**WHAT THIS TASK INVOLVES**
If a line in the data contains "Avenida", copy it out.

Dataset excerpts:
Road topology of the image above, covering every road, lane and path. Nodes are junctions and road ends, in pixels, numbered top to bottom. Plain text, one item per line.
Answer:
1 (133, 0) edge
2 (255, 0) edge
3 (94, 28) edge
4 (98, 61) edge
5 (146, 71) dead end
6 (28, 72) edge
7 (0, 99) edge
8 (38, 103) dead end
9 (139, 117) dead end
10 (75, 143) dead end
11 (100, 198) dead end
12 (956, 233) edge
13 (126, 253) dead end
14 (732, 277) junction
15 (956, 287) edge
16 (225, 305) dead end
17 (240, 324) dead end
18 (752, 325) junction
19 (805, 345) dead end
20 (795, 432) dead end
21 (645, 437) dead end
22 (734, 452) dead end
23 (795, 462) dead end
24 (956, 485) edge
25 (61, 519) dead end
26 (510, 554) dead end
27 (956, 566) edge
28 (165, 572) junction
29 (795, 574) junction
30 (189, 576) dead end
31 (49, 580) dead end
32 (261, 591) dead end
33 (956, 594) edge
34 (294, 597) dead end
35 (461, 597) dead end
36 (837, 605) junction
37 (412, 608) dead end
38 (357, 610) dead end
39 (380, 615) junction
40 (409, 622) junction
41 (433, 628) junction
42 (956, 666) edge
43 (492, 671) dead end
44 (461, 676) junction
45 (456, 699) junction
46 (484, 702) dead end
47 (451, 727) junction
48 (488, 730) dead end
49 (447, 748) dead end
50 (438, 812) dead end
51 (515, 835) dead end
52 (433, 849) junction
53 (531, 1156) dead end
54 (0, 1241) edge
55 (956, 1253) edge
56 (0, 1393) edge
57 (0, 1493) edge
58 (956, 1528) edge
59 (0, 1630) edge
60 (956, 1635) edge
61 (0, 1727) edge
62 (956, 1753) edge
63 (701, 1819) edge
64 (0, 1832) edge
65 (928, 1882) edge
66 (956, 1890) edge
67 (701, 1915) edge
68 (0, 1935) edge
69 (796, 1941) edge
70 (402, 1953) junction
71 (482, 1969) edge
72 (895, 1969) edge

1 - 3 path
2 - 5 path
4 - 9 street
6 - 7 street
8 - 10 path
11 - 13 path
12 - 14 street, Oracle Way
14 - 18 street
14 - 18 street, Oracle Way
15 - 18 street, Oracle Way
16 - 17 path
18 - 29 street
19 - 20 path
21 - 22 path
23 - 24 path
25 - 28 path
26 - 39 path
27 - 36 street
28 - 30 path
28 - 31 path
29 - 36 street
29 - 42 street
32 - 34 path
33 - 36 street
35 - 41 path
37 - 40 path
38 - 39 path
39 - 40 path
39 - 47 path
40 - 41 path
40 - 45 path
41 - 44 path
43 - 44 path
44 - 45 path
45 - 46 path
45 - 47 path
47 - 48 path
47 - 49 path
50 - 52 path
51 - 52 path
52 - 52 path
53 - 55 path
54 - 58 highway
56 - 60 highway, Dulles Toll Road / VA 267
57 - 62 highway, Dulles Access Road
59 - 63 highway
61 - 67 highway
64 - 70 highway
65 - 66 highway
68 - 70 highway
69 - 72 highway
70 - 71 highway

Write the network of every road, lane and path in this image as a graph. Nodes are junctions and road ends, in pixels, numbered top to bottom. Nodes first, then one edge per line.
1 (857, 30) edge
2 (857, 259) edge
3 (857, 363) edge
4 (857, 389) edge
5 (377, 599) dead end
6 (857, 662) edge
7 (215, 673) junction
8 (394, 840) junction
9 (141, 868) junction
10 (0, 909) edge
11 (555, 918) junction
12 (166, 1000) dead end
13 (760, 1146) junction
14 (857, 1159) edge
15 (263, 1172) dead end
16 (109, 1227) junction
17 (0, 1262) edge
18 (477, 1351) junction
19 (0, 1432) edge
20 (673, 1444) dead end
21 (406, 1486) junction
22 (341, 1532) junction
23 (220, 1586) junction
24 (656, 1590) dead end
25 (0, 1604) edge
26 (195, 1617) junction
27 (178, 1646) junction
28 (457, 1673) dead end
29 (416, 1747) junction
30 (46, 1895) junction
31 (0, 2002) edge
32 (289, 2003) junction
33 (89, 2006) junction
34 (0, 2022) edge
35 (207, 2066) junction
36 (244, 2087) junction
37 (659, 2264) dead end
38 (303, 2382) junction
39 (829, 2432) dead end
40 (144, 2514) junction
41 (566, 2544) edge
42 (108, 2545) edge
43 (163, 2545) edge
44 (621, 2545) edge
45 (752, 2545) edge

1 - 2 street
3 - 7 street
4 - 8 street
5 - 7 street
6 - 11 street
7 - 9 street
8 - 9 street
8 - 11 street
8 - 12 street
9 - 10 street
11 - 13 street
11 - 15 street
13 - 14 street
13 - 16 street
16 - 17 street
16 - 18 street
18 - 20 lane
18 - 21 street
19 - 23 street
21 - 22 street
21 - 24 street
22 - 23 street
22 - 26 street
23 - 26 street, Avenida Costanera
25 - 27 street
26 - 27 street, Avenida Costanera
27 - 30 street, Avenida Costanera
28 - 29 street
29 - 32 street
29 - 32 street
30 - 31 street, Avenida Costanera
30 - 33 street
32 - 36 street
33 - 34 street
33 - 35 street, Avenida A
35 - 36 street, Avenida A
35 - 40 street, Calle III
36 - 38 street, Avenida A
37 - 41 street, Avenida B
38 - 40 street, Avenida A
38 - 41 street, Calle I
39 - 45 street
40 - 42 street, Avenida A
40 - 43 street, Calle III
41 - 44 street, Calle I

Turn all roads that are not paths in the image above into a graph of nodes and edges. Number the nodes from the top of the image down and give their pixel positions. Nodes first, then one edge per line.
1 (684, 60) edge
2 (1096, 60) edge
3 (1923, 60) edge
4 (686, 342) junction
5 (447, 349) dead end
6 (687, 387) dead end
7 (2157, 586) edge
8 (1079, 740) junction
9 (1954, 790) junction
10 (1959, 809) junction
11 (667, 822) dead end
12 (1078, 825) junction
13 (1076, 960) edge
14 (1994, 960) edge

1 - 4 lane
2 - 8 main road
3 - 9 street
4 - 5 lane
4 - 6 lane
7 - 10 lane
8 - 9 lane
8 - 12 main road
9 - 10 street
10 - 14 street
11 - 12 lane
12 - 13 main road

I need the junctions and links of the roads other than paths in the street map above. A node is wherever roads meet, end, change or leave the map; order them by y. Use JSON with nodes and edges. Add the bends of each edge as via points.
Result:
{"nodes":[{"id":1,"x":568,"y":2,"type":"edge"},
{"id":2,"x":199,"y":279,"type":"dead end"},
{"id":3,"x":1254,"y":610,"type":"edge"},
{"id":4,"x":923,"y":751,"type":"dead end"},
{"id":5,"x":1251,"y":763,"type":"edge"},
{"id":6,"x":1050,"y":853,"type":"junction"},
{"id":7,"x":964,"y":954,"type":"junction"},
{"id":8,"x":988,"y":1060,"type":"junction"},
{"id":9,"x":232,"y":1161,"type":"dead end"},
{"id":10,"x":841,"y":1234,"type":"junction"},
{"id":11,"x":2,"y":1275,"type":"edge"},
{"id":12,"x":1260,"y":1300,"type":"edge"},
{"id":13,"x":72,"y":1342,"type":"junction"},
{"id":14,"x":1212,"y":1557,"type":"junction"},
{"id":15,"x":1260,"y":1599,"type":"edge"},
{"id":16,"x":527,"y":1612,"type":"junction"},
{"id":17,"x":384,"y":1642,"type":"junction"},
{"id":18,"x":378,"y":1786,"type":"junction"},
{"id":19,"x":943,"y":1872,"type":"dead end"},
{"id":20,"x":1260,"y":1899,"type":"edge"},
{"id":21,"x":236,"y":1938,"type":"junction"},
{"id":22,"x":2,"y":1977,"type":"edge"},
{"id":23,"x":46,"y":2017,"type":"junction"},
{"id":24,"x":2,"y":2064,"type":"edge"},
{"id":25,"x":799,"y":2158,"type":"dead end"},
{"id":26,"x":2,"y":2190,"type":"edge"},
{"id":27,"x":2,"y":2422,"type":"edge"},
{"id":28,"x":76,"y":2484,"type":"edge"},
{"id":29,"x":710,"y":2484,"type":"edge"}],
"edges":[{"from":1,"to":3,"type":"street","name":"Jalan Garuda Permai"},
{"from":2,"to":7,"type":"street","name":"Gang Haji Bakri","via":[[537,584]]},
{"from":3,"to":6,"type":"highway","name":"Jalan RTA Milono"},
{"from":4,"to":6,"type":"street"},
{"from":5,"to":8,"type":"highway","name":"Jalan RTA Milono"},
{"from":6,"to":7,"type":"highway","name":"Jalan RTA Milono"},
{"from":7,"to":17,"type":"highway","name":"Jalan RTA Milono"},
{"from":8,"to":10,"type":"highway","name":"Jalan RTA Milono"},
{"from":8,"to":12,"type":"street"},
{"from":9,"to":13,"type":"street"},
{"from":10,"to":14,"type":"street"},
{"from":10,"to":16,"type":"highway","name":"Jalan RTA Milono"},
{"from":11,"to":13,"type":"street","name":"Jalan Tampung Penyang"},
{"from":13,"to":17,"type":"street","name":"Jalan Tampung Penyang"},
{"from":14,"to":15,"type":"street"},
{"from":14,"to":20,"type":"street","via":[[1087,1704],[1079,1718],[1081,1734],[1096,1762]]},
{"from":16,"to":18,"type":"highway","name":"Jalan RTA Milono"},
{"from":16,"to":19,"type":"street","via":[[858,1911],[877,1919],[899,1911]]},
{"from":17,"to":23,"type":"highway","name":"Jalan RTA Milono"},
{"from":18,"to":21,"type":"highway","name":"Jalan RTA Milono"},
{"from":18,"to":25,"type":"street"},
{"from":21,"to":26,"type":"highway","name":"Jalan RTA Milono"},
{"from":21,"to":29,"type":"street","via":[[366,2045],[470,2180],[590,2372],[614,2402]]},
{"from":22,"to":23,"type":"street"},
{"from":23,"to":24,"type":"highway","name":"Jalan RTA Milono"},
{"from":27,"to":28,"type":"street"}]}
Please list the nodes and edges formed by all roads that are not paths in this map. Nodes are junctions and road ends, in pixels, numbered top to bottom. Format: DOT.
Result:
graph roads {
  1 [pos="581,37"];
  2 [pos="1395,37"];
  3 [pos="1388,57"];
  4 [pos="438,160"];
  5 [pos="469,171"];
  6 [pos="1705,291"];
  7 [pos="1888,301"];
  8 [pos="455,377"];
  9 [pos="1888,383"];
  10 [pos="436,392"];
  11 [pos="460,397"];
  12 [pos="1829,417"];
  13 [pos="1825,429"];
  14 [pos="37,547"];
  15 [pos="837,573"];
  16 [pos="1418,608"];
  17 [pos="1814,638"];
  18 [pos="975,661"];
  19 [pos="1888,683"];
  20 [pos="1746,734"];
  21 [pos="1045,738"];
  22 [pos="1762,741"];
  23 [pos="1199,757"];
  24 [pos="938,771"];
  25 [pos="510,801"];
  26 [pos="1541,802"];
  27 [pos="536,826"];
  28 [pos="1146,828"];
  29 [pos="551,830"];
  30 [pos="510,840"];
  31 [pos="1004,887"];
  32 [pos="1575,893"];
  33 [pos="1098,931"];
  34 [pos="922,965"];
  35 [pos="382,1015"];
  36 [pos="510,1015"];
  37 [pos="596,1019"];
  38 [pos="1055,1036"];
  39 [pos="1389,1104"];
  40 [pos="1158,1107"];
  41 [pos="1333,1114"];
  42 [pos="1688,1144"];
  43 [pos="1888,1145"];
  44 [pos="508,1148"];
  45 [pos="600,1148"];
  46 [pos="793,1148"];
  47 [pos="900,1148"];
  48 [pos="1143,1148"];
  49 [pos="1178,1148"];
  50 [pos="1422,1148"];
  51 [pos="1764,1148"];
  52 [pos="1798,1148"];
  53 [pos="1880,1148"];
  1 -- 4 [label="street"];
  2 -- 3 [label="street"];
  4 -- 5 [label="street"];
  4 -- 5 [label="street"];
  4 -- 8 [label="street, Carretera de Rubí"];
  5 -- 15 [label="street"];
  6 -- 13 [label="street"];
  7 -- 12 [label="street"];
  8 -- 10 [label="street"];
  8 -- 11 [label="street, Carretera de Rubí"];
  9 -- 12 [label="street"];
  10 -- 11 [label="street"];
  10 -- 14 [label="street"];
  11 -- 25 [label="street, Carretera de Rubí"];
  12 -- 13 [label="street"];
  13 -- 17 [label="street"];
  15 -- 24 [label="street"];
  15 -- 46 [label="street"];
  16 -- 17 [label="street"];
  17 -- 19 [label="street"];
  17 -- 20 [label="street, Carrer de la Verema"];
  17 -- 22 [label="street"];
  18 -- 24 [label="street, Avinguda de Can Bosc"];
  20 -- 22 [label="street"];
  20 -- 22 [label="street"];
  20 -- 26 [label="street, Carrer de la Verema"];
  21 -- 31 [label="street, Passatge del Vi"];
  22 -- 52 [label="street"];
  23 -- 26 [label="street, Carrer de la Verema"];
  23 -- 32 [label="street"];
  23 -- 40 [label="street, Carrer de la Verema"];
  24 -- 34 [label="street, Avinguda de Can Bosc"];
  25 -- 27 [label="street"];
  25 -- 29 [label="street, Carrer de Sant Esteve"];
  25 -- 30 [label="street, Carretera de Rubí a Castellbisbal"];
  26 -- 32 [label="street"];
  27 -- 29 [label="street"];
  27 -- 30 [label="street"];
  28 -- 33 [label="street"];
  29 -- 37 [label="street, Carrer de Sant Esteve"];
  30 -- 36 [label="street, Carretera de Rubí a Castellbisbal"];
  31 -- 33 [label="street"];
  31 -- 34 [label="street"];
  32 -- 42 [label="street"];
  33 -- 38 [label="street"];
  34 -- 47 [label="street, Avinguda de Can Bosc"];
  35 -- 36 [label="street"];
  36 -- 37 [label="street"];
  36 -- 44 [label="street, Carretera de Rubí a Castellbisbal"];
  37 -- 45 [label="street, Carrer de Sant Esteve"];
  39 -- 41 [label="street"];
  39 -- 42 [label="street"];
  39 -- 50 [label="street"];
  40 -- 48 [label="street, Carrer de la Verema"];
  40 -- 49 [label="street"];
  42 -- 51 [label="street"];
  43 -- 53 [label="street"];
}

**RESPONSE TO THE TASK**
23 - 26 street, Avenida Costanera
26 - 27 street, Avenida Costanera
27 - 30 street, Avenida Costanera
30 - 31 street, Avenida Costanera
33 - 35 street, Avenida A
35 - 36 street, Avenida A
36 - 38 street, Avenida A
37 - 41 street, Avenida B
38 - 40 street, Avenida A
40 - 42 street, Avenida A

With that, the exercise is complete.